I'm trying to create a GWT application that implements Shibboleth-based authorization. Because eventually it should be served in "production mode", I chose to run the application using Tomcat7, however the client connects to Apache2 which then forwards the request to Tomcat via AJP (using mod_proxy_ajp
).
The basic task, serving the application, works. However, I need to have access to the environment variables set by Shibboleth somehow. According to the Shibboleth documentation, environment variables will be forwarded to Tomcat if they are prefixed by AJP_
(the prefix is then dropped), so I went ahead and configured Shibboleth in such a manner that it adds that prefix to all the environment variables it sets (this works, as I have confirmed using a PHP script that simply prints all the environment variables).
The trouble is that the environment variables aren't available as environment variables anymore when they reach Tomcat but are rather supposed to be served -- as the mod_proxy_ajp
documentation phrases it -- as AJP request attributes.
Apparently, those kinds of attributes are supposed to be accessed using something like
getThreadLocalRequest().getSession().getAttribute("uid")

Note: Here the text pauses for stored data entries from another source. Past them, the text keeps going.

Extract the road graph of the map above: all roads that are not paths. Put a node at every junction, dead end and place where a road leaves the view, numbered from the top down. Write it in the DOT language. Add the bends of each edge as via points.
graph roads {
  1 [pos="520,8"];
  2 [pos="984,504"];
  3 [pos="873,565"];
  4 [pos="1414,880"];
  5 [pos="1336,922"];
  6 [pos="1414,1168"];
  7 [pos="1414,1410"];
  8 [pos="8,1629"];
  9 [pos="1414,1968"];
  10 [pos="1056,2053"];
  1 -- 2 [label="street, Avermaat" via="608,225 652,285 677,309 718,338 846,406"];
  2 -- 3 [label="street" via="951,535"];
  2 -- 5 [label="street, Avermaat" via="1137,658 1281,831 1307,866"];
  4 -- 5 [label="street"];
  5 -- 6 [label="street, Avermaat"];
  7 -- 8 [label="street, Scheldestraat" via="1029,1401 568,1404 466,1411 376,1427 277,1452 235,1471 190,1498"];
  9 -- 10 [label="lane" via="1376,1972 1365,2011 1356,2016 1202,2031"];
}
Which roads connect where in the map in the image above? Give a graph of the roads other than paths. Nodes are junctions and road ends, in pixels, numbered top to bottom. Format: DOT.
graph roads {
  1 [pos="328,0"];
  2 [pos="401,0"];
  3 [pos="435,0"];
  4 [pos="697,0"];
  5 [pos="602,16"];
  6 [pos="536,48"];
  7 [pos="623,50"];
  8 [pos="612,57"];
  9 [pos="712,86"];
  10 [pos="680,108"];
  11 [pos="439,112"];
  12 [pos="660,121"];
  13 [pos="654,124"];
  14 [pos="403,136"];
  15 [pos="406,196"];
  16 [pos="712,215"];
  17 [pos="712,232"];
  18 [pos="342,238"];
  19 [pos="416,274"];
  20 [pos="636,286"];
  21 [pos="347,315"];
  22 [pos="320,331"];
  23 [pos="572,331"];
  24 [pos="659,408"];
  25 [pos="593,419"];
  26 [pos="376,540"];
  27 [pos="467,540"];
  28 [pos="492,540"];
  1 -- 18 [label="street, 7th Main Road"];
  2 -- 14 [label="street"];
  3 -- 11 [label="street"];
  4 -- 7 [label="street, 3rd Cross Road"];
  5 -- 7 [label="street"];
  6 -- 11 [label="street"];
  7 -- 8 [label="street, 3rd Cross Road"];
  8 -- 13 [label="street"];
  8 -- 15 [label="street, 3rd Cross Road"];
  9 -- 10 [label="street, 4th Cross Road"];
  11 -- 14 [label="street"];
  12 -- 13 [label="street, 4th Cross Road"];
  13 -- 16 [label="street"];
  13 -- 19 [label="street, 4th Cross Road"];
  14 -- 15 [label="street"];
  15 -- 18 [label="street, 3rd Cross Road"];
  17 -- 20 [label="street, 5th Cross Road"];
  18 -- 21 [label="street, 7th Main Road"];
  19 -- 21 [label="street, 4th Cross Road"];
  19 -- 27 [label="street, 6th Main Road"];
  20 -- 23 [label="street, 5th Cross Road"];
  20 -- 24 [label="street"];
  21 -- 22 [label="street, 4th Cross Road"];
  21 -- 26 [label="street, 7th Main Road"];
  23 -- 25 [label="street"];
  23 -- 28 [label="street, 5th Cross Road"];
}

from within the servlet. Even though my PHP script lists an environment variable called AJP_uid
however, the call above returns null
while from what I understand it should return the same value that the environment variable AJP_uid
has.
To be sure, I also tried the call above with AJP_uid
instead of uid
in case the prefix wasn't dropped for some reason, but with no luck.
What am I doing wrong?
As @ThomasBroyer mentioned, I can also call getAttribute
on the HttpServletRequest
object returned by getThreadLocalRequest()
directly, which indeed did the trick for me:
getThreadLocalRequest().getAttribute("uid")
returns the appropriate value I expected. Thanks!